2. The fire extinguishing system for an energy storage container according to claim 1, wherein

the cluster-level and cabin-level perfluorohexanone fire subsystem comprises: a perfluorohexanone liquid storage tank for containing perfluorohexanone, and a first-class fire inhibitor pipeline for implementing a connection of the perfluorohexanone liquid storage tank and the perfluorohexanone nozzle, a first-class branch pipe is provided on the first-class fire inhibitor pipeline, the perfluorohexanone nozzle is arranged on the first-class branch pipe, a first-class zoned solenoid valve is provided on the first-class branch pipe, the first-class zoned solenoid valve is connected with a control of the fire control main engine.

3. The fire extinguishing system for an energy storage container according to claim 2, wherein

a spatial pipeline solenoid valve is provided on the first-class fire inhibitor pipeline, the spatial pipeline solenoid valve is connected with the control of the fire control main engine.

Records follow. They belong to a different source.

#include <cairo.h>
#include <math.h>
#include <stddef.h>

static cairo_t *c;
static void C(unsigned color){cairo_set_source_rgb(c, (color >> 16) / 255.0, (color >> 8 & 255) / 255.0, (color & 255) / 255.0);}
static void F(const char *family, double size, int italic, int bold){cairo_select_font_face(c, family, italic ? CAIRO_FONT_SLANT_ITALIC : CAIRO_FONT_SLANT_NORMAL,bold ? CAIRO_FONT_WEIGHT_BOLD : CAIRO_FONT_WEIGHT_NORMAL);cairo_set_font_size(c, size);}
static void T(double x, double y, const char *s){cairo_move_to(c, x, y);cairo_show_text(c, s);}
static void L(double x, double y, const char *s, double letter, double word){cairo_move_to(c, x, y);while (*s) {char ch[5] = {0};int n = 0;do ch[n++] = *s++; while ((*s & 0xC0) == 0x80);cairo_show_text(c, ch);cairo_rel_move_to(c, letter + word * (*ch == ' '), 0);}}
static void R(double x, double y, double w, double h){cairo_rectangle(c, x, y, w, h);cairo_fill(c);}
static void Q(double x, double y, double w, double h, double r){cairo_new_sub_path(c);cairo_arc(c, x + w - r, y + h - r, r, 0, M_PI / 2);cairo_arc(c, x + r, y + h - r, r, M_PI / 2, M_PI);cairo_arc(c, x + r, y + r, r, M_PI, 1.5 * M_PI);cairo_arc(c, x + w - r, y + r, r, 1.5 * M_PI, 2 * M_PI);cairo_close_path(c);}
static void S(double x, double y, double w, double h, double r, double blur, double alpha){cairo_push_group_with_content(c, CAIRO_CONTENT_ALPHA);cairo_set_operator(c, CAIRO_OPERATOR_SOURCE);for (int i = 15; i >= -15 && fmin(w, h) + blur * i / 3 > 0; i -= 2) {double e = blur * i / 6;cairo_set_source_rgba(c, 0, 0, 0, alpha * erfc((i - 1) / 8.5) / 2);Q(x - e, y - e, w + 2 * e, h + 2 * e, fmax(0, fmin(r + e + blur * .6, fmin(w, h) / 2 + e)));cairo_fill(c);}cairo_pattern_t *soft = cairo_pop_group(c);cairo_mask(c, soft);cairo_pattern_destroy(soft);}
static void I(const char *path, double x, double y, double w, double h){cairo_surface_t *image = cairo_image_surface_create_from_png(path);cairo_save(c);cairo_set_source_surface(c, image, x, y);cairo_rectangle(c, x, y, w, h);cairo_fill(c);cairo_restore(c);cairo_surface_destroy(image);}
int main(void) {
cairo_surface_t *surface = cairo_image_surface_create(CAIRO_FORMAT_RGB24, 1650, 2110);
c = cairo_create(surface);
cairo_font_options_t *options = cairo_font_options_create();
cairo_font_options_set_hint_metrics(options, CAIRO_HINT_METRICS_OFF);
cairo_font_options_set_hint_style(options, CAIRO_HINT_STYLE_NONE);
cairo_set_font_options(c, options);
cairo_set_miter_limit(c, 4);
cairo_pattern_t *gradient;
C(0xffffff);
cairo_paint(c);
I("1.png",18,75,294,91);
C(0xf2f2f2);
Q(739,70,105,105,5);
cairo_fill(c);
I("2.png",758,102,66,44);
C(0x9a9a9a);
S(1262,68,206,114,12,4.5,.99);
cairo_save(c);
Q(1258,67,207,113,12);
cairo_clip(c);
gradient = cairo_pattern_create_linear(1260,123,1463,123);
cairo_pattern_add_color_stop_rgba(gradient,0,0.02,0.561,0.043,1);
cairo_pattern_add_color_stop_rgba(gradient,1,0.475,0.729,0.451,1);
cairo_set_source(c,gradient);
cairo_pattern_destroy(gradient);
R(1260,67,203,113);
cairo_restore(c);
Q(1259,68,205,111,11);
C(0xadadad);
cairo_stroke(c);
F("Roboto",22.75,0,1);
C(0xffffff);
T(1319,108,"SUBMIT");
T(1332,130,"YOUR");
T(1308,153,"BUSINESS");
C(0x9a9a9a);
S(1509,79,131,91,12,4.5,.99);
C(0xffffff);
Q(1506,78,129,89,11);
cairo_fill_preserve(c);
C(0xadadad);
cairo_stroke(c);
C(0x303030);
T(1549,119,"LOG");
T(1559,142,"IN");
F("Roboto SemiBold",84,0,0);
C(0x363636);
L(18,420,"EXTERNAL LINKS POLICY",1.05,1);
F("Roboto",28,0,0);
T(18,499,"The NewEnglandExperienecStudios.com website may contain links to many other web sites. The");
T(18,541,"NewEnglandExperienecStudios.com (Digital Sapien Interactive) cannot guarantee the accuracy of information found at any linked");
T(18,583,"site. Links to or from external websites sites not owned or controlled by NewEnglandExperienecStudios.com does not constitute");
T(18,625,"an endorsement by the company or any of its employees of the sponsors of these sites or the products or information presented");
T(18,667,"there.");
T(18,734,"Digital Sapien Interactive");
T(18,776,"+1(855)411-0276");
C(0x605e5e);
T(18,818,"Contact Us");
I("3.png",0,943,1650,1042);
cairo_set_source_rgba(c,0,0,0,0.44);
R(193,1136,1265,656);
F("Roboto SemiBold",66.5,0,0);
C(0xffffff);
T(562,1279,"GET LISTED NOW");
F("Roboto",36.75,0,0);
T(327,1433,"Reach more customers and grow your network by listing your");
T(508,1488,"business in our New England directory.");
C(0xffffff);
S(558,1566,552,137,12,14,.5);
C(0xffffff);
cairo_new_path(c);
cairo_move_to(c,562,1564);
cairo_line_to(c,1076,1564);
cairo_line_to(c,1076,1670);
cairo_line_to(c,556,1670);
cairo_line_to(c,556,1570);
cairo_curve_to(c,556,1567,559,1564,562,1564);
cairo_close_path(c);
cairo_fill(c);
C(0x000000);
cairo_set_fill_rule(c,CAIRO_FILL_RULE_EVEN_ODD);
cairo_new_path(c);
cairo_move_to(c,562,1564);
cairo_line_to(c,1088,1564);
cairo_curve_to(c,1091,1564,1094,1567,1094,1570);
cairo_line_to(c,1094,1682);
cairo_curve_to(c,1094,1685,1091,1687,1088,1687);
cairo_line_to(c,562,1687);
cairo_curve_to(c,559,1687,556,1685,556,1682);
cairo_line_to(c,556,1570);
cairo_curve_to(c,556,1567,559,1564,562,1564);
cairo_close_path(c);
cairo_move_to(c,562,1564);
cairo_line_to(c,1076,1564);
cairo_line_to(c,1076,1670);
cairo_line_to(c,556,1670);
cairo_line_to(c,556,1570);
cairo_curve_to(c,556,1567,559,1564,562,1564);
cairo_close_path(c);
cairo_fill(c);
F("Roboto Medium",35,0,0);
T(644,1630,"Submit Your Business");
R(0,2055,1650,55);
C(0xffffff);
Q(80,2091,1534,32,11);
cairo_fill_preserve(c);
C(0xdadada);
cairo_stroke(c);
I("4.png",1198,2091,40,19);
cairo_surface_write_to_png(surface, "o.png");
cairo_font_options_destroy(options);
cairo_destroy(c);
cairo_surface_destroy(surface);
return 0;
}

4. The fire extinguishing system for an energy storage container according to claim 3, wherein

the cabin-level fire detector and the cluster-level fire detector are connected with the signal of the fire control main engine through a first-class fire communication pipeline,

three cabins are provided in the energy storage container, which are respectively as follows: a fire cabin, a distribution cabin, and a battery cabin, corresponding to each one of the cabins, at least one of the cabin-level fire detectors is provided on a top inside of the energy storage container,

a plurality of functional cabinets are provided in the energy storage container, which respectively comprise a fire extinguishing inhibition cabinet, a converging cabinet, a high-pressure cabinet, and a plurality of battery cabinets, corresponding to each one of the battery cabinets, at least one of the cluster-level fire detectors is provided on an outside of a frame above a front door of a cabinet body.

5. The fire extinguishing system for an energy storage container according to claim 4, wherein

one of the perfluorohexanone nozzles and one of the first-class zoned solenoid valves are provided on one of the first-class branch pipes and form one cabin-level fire unit,

the cabin-level fire unit is provided with a plurality and all of the cabin-level fire units being arranged in parallel on the first-class fire inhibitor pipeline, corresponding to the converging cabinet, the high-pressure cabinet, and the battery cabinet, at least one of the cabin-level fire units is provided.

6. The fire extinguishing system for an energy storage container according to claim 1, wherein

the PACK-level water fire subsystem comprises a water storage tank for containing municipal tap water; and a second-class fire inhibitor pipeline for implementing a connection of the water storage tank and the spray nozzle, a second-class branch pipe is provided on the second-class fire inhibitor pipeline, the spray nozzle is provided on the second-class branch pipe, a second-class zoned solenoid valve is provided on the second-class branch pipe, the second-class zoned solenoid valve is connected with the control of the fire control main engine.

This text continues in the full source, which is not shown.